Cuando me preguntan de dónde vengo, me gusta decir que del país más Rollinga del mundo. Es en serio, no hay país más amante de los Rolling Stones que Argentina. Qué se iban a imaginar Mick Jagger, Keith Richards, Ron Wood y Charlie Watts que en este país del fin del mundo los iban a estar esperando con semejante fervor.
Vengo del país más Rollinga del mundo porque acá se grabaron muchas de las canciones en vivo de los Stones, con nosotros, los argentinos, delirando como público, pero sobre todo porque existe algo que no existe en ninguna otra parte del planeta: los rollingas.
Un rollinga es un ser que gusta mucho de la música de los Stones, por supuesto, pero hay mucho más atrás de eso, ser rollinga es una verdadera postura ante la vida.
Los rollingas nacieron en los noventas, cuando sonaba Voodoo Lounge y la devaluación del peso frente al dólar aún no había llegado. Entonces todas las bandas internacionales venían muchas veces al año a tocar a Argentina.
Interpreto que inventamos un mundo rollinga a partir de ese momento, pero probablemente, ya viniera desde antes, incluso desde los años ochenta. Quiero aclarar que hablo de “inventar” porque absolutamente ninguno de los elementos que forman parte de la esencia rollinga fueron jamás usados por Mick Jagger, ni se los vimos a Keith Richards, y eso es lo que hace aún más maravilloso este fenómeno. Soy de un país que se inventó una manera de ser Rolling Stone, adaptada a su presupuesto, imaginada, basada en el amor genuino a la música que le mueve el corazón. No se me ocurre algo más hermoso que eso.
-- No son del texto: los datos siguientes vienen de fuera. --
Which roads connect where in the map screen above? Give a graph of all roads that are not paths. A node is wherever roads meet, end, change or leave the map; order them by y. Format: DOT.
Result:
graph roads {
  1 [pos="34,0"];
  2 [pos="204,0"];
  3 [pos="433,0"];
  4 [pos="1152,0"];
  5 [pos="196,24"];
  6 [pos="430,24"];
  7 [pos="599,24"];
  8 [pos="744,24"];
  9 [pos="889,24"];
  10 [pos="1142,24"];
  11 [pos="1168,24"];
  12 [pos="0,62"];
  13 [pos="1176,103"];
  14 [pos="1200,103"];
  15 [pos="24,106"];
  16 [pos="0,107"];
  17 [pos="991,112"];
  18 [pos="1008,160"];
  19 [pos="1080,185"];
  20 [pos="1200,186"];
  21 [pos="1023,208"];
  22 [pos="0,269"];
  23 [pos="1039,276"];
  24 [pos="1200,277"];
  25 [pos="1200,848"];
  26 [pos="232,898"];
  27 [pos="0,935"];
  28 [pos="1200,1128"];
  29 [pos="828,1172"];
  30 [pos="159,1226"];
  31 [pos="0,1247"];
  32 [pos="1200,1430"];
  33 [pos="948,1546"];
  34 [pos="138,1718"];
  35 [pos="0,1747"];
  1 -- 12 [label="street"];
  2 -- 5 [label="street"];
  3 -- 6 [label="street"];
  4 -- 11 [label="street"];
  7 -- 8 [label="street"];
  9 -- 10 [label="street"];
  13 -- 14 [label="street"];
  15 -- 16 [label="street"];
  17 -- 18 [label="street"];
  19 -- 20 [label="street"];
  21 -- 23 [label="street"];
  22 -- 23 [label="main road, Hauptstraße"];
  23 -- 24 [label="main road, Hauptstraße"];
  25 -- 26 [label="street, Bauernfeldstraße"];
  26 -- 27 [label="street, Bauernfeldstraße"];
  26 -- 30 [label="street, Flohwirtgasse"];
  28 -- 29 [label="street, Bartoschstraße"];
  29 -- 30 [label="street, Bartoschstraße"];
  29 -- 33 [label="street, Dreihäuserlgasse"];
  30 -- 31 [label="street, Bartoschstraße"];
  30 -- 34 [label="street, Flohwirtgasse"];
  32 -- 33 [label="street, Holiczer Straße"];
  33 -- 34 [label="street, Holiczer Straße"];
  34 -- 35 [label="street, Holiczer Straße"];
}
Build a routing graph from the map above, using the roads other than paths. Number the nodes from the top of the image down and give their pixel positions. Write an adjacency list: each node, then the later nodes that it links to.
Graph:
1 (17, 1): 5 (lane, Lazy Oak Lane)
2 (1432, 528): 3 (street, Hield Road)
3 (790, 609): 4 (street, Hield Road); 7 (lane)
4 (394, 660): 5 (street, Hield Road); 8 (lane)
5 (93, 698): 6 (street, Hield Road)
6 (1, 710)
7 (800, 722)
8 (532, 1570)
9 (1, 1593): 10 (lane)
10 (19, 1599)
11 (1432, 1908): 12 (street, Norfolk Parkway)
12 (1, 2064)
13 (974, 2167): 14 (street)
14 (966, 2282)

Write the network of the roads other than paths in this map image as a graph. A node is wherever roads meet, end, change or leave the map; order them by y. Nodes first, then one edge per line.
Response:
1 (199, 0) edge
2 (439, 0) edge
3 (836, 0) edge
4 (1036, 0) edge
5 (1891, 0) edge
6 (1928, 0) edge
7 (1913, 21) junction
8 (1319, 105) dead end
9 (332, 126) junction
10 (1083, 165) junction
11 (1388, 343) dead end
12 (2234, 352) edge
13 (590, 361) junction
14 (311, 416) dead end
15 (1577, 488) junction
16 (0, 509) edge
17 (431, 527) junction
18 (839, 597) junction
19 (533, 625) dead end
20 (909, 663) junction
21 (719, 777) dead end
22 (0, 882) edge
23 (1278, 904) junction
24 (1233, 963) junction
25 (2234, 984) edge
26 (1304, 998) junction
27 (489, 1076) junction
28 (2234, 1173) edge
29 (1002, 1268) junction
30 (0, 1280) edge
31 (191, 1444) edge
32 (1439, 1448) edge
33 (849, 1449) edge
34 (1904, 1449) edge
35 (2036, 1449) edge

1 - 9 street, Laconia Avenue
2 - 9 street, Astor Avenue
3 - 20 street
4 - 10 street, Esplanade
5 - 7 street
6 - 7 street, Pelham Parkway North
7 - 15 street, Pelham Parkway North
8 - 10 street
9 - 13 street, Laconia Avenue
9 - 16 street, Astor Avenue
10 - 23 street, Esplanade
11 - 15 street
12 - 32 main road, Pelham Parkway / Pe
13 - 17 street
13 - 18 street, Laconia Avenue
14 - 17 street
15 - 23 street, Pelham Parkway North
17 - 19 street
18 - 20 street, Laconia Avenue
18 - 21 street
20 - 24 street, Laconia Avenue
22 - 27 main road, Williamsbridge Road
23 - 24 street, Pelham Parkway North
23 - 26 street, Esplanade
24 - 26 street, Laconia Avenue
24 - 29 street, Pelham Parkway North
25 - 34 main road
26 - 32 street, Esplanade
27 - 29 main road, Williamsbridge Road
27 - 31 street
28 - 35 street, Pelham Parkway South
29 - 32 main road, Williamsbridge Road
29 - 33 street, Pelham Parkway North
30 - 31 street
Los rollingas de los noventas tenían un vestuario particular: zapatillas de lona celestes, marca Topper, remeras con la lengua de los Stones, calzas batik, y el ombligo al aire para las chicas y jardineros de jean para los varones. Había un rasgo particular que compartían todos, sin excepción de género: un flequillo recto, tipo hachazo, por arriba de las cejas, que les atravesaba la frente.
Es cierto que cada vez se empezaron a ver menos especímenes rollingas con el paso del tiempo. Los rollingas y los que coqueteábamos con serlo, ya no somos adolescentes. Sin embargo, jamás envejecimos. Cada vez que suena Start me Up renovamos nuestro pacto de juventud eterna con Keith Richards y volvemos a tener quince. Entonces comprobamos que sí, que todavía podemos imitar el aleteo de pollo, característico de Mick Jagger con los brazos apoyados en la cintura.
Un verdadero rollinga sabe bailar rocanrol como nadie, agita los brazos y revolea las piernas mientras con la mano sostiene un vaso de cerveza caliente sin derramar una sola gota, todo eso con un porro haciendo equilibrio en los labios. No lo intenten copiar – nadie es más sexy que un rollinga bailando.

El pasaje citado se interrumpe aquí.